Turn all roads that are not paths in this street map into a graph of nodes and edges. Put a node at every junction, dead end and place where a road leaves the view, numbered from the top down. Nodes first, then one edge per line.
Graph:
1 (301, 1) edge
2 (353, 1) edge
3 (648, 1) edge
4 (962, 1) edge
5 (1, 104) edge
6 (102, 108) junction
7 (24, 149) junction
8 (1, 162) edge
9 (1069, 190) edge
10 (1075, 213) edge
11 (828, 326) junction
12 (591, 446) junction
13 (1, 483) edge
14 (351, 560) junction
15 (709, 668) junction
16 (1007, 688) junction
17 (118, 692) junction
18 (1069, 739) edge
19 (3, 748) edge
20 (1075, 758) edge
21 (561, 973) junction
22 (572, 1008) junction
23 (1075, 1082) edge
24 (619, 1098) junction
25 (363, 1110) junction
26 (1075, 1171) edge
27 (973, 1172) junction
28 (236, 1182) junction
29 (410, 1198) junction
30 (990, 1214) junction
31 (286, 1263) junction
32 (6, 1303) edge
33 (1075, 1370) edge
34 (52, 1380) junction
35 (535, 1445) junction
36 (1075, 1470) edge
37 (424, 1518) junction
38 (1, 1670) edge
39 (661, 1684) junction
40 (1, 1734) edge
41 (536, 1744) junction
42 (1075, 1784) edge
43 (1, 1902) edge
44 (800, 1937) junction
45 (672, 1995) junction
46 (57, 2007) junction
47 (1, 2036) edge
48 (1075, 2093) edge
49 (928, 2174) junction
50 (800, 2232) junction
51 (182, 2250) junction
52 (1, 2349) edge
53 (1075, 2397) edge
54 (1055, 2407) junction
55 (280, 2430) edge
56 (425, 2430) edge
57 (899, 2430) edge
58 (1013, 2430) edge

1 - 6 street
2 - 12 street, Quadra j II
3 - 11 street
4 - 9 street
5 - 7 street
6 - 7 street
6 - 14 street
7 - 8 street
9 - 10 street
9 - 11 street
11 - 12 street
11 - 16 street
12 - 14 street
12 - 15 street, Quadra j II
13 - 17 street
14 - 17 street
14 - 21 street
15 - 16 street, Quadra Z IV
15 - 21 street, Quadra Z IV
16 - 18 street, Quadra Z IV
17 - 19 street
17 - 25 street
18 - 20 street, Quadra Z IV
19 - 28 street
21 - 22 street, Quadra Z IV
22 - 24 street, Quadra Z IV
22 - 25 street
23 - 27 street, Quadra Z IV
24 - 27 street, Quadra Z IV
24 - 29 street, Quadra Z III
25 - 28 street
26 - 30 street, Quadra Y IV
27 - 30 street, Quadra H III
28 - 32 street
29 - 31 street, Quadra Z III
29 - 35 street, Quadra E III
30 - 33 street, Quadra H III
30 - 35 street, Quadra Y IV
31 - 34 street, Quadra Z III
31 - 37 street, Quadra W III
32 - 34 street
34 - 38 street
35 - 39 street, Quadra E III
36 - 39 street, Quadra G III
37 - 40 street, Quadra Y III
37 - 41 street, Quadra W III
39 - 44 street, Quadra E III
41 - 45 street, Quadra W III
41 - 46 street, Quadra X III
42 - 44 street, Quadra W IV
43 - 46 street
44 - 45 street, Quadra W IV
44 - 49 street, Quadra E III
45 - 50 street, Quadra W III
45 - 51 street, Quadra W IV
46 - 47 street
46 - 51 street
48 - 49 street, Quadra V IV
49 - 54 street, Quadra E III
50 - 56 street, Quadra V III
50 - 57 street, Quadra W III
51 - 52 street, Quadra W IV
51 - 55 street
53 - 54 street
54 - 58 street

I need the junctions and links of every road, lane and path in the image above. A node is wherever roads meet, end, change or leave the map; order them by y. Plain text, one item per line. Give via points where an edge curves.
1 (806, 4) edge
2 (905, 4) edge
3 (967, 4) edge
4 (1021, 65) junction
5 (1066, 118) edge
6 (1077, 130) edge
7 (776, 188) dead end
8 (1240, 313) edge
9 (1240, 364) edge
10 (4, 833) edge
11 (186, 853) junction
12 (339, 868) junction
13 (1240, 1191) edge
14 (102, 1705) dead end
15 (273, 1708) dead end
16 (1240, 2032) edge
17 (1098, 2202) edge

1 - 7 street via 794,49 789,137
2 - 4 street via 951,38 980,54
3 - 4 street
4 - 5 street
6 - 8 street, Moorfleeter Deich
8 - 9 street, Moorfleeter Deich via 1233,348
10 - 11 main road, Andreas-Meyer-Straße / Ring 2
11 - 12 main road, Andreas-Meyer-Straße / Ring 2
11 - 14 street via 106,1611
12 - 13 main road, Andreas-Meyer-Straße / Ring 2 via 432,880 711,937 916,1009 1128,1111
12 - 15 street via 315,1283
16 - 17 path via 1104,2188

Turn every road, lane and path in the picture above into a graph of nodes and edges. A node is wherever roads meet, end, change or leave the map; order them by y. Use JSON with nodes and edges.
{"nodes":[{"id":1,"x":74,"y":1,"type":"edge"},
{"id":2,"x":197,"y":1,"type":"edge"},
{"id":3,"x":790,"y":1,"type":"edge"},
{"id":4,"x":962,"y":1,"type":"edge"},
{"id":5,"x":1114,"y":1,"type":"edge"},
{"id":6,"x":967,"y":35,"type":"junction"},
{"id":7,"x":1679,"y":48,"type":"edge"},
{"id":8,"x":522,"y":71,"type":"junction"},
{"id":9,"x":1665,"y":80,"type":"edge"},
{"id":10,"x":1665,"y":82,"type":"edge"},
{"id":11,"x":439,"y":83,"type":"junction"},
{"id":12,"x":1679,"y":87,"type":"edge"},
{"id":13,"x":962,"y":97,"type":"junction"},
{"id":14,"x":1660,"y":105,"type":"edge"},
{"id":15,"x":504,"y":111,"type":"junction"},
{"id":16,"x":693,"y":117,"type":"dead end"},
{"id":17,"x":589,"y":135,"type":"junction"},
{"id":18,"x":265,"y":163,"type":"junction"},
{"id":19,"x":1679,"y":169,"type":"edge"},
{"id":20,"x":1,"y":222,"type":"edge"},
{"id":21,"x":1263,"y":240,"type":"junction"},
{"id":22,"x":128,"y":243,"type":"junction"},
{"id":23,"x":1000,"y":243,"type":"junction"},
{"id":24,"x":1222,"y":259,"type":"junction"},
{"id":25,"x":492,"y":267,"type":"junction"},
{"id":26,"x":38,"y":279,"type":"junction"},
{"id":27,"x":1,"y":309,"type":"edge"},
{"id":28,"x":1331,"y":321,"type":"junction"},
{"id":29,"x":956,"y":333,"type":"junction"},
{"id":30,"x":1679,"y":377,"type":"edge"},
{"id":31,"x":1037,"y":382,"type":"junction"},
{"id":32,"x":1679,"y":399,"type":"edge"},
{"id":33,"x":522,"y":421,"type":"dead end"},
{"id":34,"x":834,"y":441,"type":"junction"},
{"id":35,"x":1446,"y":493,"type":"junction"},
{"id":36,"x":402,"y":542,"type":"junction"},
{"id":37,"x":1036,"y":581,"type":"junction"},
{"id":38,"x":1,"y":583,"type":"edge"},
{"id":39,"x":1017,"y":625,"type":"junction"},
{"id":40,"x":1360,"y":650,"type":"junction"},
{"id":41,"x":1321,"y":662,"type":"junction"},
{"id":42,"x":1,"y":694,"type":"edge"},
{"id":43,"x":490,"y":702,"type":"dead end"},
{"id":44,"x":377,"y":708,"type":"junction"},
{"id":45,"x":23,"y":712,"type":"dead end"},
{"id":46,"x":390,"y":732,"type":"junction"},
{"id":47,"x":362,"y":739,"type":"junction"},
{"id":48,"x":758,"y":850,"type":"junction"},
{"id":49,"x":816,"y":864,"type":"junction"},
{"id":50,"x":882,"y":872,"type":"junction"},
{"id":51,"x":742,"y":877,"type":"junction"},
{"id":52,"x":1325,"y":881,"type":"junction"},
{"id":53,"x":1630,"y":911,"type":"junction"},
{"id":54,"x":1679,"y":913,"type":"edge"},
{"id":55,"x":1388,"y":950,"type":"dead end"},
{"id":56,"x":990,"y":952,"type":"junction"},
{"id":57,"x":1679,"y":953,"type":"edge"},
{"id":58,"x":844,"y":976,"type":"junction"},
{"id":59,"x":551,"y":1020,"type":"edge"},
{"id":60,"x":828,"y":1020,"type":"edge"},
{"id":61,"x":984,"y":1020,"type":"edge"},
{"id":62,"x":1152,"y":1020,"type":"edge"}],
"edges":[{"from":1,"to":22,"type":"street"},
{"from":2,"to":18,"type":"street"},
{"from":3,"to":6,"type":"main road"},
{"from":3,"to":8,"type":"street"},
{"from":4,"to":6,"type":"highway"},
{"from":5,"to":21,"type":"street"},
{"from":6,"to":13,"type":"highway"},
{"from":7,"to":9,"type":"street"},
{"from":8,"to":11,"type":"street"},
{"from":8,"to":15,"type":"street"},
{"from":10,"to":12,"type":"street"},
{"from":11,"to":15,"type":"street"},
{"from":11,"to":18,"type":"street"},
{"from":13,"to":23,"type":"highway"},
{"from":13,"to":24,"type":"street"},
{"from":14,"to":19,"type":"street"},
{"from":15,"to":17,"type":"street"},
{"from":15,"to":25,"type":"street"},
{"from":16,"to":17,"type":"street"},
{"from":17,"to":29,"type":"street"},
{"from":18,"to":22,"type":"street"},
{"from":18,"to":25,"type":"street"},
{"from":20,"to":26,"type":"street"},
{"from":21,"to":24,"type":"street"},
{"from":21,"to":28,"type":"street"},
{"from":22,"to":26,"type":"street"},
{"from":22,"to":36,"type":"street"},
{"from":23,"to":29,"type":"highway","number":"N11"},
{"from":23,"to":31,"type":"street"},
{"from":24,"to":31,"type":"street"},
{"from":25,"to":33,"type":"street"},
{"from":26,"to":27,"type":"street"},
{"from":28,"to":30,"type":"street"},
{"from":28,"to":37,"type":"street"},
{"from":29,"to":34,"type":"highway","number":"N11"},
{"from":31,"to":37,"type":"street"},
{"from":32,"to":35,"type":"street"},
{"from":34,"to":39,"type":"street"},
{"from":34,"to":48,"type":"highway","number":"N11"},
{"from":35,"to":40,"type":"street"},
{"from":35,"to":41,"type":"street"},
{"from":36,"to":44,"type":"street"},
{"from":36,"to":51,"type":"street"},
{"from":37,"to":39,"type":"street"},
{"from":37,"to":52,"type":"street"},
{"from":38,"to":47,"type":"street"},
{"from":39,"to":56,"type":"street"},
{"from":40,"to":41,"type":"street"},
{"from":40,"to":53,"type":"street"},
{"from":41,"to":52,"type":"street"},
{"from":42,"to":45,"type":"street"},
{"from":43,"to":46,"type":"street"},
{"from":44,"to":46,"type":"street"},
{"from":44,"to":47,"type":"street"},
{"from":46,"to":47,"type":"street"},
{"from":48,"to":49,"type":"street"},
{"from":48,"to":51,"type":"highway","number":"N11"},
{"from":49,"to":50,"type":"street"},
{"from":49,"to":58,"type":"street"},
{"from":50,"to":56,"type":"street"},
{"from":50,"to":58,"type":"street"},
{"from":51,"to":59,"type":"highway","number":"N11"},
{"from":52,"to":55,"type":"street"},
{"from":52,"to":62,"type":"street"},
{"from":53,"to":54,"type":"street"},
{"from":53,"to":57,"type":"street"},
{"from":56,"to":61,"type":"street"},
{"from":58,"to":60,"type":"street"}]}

___

▸ Task description
Search term "edges": return each line of the data that contains it.

▸ Answer for the task
Turn all roads that are not paths in this street map into a graph of nodes and edges. Put a node at every junction, dead end and place where a road leaves the view, numbered from the top down. Nodes first, then one edge per line.
Turn every road, lane and path in the picture above into a graph of nodes and edges. A node is wherever roads meet, end, change or leave the map; order them by y. Use JSON with nodes and edges.
"edges":[{"from":1,"to":22,"type":"street"},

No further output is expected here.